Congratulations, you did it! You found an apartment now the only thing left to do is sign the lease on your new home.
On the day of there can be a lot going on. Remembering to carry with your important papers and documents is the best way to guarantee a smooth lease signing and make your new home official. We’ve created a checklist to do just that, so you can move in immediately once the process is complete.
Proof of Employment
Because landlords are in to make money off the rental, they will likely require their new residents to provide proof of employment before signing the lease. They do this because they want to make sure their residents make enough to afford the rent and pay on time. Below are some widely accepted proof of employment documents you can show:
- Past two months of pay stubs (or bank statements)
- Offer of employment letter (for new hires)
- Income tax returns (for self-employed renters)
Typically with any major financial decisions – like buying/leasing a car, getting married or opening a bank account – you need to present a photo ID. Leasing a home also requires a government-issued ID, such as a driver’s license or non-expired passport.
List of Past Addresses
A landlord will want to see a list of your former residences. Be sure to include your former community or property name, its address, and the name and phone number of your previous landlords or property managers. 2-3 addresses are typically enough, but you may want to add more.
Letters of Reference
Smaller communities and properties might ask for a reference letter or two before they lease out an apartment. Make sure the letters you receive are dated and signed by the person you sought the recommendation from.

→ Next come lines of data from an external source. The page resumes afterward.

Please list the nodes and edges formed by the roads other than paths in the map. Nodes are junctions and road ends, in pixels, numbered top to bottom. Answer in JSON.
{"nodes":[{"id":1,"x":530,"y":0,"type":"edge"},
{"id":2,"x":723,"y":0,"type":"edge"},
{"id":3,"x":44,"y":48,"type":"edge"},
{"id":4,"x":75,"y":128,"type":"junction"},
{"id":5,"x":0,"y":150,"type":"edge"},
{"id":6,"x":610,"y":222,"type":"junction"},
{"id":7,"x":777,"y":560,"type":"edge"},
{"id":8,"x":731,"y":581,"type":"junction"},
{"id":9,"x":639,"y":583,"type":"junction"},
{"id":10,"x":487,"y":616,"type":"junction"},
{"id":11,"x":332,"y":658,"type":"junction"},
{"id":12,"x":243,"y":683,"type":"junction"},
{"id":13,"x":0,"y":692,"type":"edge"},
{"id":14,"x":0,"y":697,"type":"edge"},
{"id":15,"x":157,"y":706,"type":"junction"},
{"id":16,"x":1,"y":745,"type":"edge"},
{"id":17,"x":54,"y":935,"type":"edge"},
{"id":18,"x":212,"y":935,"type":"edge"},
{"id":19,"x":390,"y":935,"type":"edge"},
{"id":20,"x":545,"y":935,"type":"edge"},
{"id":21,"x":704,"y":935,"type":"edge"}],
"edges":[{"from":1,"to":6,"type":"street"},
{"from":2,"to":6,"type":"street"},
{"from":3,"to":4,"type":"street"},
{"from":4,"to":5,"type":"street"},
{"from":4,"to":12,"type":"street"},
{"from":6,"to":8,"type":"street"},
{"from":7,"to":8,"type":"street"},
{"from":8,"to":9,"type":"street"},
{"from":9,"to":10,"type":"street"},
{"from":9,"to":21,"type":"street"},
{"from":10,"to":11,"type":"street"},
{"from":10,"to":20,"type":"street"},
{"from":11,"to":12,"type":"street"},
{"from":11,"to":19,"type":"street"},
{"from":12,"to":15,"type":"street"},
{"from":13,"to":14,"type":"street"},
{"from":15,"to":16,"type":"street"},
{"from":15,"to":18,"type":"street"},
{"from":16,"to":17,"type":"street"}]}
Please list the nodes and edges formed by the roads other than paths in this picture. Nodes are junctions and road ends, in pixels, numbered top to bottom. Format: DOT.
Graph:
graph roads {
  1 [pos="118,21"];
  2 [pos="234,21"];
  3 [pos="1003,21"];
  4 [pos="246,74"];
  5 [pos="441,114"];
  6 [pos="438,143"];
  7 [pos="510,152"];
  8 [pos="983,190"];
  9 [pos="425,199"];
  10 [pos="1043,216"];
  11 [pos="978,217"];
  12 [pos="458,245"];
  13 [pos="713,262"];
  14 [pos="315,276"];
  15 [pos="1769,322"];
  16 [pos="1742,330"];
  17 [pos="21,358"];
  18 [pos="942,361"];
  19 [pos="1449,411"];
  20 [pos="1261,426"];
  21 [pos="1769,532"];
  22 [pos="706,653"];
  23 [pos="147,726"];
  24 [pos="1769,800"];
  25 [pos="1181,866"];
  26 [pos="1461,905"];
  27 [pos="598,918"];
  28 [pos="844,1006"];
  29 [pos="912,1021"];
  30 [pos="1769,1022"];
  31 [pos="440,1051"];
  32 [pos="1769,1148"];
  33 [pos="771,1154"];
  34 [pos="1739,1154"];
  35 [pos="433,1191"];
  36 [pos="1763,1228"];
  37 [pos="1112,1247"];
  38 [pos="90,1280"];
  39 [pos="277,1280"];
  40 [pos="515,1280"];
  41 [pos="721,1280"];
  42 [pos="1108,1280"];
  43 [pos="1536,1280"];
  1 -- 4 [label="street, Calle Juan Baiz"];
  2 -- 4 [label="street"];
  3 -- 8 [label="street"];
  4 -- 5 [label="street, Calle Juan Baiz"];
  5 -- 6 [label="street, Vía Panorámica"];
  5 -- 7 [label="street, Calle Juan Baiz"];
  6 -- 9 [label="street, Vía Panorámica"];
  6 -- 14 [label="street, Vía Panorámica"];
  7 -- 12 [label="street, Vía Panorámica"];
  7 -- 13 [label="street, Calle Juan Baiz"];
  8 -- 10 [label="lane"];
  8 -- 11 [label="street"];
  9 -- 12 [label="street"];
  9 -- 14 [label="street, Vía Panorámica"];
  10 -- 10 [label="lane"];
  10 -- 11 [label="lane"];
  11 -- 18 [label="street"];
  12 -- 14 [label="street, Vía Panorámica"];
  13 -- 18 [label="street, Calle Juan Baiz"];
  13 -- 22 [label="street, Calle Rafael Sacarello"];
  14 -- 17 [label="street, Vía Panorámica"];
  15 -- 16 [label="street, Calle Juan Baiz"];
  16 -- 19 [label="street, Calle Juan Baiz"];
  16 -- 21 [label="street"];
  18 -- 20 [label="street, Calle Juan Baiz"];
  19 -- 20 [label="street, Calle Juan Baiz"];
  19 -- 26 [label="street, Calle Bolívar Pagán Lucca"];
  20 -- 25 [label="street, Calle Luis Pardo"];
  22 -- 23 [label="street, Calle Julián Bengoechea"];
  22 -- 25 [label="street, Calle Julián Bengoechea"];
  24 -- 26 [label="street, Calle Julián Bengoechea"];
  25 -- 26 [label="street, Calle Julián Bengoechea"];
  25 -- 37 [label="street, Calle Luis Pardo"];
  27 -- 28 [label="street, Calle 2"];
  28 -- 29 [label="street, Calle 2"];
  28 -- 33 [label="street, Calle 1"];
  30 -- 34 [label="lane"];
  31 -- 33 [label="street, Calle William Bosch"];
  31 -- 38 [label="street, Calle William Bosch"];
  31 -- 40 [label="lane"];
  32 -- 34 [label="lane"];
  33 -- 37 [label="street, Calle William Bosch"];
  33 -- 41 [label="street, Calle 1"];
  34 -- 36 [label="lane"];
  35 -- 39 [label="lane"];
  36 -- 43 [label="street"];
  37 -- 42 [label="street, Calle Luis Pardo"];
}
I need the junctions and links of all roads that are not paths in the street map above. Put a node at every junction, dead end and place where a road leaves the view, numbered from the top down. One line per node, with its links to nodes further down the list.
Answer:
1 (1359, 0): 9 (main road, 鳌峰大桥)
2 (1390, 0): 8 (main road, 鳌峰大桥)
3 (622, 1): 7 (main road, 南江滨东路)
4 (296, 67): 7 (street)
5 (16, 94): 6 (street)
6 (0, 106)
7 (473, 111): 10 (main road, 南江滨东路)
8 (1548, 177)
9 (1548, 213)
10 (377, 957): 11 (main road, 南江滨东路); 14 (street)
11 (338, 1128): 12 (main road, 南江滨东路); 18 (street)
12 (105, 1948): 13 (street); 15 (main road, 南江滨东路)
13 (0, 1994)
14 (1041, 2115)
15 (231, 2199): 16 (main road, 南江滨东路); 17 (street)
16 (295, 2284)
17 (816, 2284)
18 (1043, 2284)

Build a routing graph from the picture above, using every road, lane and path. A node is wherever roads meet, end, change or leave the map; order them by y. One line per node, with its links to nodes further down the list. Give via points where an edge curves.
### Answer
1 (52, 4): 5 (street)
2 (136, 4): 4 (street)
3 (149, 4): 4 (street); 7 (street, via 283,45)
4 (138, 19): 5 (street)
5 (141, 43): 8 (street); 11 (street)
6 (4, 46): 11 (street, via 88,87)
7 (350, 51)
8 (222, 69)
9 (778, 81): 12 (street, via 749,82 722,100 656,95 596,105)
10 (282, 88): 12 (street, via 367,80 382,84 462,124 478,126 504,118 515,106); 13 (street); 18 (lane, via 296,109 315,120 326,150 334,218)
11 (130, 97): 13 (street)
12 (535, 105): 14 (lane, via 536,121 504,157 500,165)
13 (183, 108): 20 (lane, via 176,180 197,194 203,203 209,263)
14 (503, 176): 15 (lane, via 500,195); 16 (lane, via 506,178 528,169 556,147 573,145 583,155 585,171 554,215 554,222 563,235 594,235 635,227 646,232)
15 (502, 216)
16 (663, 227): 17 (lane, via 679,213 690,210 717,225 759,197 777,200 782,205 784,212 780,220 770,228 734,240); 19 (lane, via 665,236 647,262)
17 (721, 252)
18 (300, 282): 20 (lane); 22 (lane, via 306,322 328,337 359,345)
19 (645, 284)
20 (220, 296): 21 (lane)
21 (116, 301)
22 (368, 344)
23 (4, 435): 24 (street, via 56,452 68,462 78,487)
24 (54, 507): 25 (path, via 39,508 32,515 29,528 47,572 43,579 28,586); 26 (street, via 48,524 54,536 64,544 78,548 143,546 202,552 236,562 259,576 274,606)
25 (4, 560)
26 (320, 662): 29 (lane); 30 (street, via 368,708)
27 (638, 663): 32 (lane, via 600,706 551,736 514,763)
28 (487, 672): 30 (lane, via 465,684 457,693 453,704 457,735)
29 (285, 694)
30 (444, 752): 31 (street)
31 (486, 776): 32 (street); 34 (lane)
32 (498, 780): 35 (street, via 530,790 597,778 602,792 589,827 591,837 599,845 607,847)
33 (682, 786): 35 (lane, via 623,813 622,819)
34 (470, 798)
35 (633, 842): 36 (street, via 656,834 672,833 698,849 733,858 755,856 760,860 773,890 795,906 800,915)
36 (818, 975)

Proof of Renters Insurance
Many communities and rental agencies will require a tenant to show they’ve bought renters insurance. This is to protect you and your belongings in case of damage from a natural disaster.
Checkbook or Money Order
Don’t forget to bring a form of payment to the lease signing. If you haven’t already covered your first month’s rent, this will be the day to do it. Depending on the landlord, you may need to pay the first month with a money order rather than a check. However, checks and online payments will suffice for the remainder of the lease.
Some apartments, especially in large cities, may have a limited number of parking spaces. These properties often assign their residents a marked space for their vehicle. If you’re renting from a property with limited parking, you may be asked to provide your vehicle registration number – or make, model, color, and license plate number – so your car isn’t accidentally towed.